LSM: loadable or static?

The ever-contentious Linux Security Modules (LSM) API is being debated once again on linux-kernel, not its removal, which Linus Torvalds came down firmly against, but whether it should allow security modules to be loaded dynamically. As part of 2.6.24, Torvalds merged a patch to convert LSM into a static interface, but has indicated a willingness to revert it. The key sticking point is whether there are real security modules that require the ability to be runtime-loaded.

Acomplaint by Thomas Fricaccia about the change caused Torvalds to put out a call for folks using module loading with their LSM code. The patch could be reverted if there are "real-world" uses for that ability. Torvalds again questions the sanity of security developers, but is clearly looking for someone to step up:

Jan Engelhardt responded with information about his MultiAdmin module, which allows multiple root users on a system, each with their own UID. This allows separate tracking of file ownership, resource usage and the like for each administrator. MultiAdmin also allows for the creation of sub-administrators who can perform some root activities for processes and files owned by a subset of users. The use case he cites is for professors being allowed to administer their students' accounts without getting full root privileges.

James Morris, who proposed the static LSM change, responded that MultiAdmin seemed to qualify as a real-world use under Torvalds's criteria. Though it is not clear that MultiAdmin requires a loadable interface, it does use it. The venerable root_plug security module – which only allows root processes to start if a particular USB device is plugged in – also implements loading and unloading. In both cases, configuration could be done via sysfs parameters with an enable flag to turn them on or off.

To some extent, for the examples offered so far, loading is a convenience for administrators, but the major users for unloading are developers. Crispin Cowan sums it up:

Other justifications for leaving the LSM loadable interface in the kernel have been less compelling. It is hard to imagine that the US Sarbanes-Oxley regulation would allow loading security modules into a running kernel, but not allow the kernel to be rebuilt as Fricaccia suggested. Inserting proprietary security modules that are provided from the vendor in a binary-only form seems foolhardy – this kind of potential abuse is the kind of hole Morris's patch was meant to close – but could be seen as a reason to allow LSM loading.

A compromise may have been found in a patch posted by Arjan van de Ven, which converts LSM to be either static or loadable depending on a compile-time kernel option. A consensus seems to be building that this is a reasonable approach, allowing distributions and users to decide for themselves whether they will allow security modules to be loaded. As of this writing, Torvalds has not weighed back in with a decision and the newly released 2.6.24-rc1 kernel has the static patch.

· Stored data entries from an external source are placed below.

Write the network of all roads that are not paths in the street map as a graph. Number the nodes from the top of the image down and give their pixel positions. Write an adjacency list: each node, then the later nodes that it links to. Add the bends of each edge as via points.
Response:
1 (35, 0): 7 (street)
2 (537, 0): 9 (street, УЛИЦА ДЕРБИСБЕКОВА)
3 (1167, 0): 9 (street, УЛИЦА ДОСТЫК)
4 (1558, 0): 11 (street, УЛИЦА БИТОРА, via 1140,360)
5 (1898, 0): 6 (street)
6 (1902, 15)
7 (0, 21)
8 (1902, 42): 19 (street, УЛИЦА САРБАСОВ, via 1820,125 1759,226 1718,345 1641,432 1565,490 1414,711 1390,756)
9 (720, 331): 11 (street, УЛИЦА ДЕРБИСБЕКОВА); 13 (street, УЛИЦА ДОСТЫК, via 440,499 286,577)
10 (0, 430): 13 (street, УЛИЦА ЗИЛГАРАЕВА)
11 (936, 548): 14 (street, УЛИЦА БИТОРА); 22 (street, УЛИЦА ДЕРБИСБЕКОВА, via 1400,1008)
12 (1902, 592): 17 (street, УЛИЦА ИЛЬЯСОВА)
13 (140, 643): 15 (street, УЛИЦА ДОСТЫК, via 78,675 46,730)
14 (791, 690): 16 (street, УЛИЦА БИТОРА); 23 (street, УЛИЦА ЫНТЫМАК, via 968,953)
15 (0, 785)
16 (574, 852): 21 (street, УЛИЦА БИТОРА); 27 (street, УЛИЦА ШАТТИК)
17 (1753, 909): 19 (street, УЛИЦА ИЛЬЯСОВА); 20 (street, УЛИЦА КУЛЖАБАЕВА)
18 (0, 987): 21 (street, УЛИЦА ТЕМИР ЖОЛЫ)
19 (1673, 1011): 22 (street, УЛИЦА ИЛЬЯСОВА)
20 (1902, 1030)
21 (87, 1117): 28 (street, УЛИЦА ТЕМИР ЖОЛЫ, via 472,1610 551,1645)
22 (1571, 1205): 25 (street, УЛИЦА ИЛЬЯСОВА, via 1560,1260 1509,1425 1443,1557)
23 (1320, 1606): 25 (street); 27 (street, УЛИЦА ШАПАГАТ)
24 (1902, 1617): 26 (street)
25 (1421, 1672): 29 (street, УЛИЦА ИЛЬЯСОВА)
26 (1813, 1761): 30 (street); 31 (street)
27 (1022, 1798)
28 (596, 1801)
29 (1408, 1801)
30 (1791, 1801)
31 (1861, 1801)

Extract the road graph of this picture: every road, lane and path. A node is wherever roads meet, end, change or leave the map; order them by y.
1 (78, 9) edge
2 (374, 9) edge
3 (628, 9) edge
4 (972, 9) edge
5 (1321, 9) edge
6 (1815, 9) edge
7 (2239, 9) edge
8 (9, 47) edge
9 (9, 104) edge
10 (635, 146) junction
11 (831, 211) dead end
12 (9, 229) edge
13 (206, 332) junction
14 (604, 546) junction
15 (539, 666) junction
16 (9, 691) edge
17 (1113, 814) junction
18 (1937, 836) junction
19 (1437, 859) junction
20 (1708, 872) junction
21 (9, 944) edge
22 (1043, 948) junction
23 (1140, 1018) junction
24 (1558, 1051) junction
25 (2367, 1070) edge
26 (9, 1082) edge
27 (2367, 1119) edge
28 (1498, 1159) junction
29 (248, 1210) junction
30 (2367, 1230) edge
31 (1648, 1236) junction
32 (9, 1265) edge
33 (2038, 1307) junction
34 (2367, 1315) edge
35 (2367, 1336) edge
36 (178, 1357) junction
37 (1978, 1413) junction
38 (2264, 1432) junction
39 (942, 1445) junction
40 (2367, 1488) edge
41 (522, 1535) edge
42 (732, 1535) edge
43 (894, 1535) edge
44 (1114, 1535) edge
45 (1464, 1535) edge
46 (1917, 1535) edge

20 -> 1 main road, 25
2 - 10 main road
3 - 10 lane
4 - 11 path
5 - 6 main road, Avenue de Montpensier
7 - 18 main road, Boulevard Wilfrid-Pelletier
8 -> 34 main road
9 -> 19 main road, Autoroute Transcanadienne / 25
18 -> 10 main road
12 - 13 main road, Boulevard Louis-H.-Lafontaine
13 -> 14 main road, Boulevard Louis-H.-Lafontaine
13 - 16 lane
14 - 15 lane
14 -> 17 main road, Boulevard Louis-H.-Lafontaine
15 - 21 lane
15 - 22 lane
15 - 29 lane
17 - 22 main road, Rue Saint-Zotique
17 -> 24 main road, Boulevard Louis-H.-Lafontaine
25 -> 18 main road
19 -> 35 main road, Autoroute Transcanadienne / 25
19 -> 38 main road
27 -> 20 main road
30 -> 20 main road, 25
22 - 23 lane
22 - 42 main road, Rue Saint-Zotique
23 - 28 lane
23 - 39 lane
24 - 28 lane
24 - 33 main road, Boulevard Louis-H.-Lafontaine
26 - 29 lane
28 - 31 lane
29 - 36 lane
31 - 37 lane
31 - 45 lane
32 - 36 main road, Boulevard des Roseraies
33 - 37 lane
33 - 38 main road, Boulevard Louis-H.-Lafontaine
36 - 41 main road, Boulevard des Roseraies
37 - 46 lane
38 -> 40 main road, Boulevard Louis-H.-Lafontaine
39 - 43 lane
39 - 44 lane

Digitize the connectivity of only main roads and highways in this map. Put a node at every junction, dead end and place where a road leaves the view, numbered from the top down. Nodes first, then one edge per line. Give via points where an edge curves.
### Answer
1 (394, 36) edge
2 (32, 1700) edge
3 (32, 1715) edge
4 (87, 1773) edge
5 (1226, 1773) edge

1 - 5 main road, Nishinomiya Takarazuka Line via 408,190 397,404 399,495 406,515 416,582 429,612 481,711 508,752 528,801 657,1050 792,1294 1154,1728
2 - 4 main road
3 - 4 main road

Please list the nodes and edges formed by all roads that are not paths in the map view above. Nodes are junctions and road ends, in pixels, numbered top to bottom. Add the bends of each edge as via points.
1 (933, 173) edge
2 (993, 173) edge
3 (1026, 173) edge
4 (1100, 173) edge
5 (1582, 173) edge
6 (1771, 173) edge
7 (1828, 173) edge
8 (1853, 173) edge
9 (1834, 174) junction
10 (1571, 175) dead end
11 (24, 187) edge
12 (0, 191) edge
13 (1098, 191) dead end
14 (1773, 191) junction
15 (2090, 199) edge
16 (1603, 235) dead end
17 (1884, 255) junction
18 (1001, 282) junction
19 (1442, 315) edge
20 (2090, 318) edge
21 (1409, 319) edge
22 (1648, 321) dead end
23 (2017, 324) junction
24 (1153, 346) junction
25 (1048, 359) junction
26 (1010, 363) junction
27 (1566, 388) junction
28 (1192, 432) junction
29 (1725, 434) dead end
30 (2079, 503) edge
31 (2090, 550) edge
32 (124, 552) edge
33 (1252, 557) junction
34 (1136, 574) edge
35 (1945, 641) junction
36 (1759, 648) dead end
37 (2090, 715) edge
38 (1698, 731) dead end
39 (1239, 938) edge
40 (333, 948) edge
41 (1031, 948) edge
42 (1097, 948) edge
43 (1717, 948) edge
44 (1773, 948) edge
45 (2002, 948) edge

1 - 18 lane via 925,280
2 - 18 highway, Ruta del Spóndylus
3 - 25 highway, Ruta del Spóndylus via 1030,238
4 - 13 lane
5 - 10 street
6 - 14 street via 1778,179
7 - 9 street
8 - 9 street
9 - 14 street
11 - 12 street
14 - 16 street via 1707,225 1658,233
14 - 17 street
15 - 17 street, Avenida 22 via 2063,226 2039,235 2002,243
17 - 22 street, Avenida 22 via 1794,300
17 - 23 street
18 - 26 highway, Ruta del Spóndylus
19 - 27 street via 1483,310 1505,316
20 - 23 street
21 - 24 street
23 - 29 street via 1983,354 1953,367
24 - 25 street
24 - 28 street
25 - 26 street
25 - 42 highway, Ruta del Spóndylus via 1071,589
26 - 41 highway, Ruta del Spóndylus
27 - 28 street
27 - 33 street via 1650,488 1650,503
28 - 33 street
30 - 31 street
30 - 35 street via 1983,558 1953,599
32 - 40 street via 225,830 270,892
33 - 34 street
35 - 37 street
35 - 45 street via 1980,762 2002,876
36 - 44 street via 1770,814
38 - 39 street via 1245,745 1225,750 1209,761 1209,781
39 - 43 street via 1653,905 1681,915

Dynamic loading of security modules is a potential source of problems – what better place for a rootkit to hide? – but there are valid reasons that someone might want to use it. Linux strives to be open to many uses, including some that the kernel hackers might find distasteful; dynamic security modules would seem to be one of those uses.

Personally, I think it's absolutely essential to be able to build a kernel with dynamic LSM.
Whether we like it or not, people do want to add in runtime loadable security modules for
things like virus scanners, and until upstream offers these folks a viable alternative to
LSM...well, they'll use it.

Jon.

So do I.
One example is: dazuko for on-access virus scanning.
http://lwn.net/Articles/206075/

If Linux wants to care about security, he should move on and incorporate PaX, Grsecurity or
RSBAC.

Using Grsec you can load whatever modules you want at start time, and keep the system in that
states blocking further module changes. This is a better working approach, which takes care
more than just the LSM subsystem.

Regards,
Dw.

A stylistic note: the use of last-names-only sounds really *strange* in this context, probably
because everybody actually doing development uses first names wherever practically possible :)

A rootkit can trivially hide wherever it likes if module loading is enabled: rootkits don't
respect the exportedness of symbols.

(Most common rootkits can inject themselves by banging directly on /dev/mem. It will be good
to finally eliminate the ability to write to that device... come on pci-rework, we want X to
not depend on /dev/mem anymore :) )

Wouldn't virtualization (something lightweight like lguest) work well for security system
developers?

Details about how I have to imagine that? (Perhaps post to LKML, too.)

The only context I can think of is where you have specific needs (such as maintenance of embedded systems) that need special rights but are so infrequent that having the code for those rights permanently present is inefficient use of memory and CPU cycles. This only matters, though, when one or both of these are so heavily constrained that even the tiny difference made by an LSM module would have a significant operational impact.

The question then becomes one of whether the mainstream kernel should actively support such special cases. Are they common enough to be mainlined, or rarities that shouldn't be actively prohibited by kernel design but only really supported by an external patch?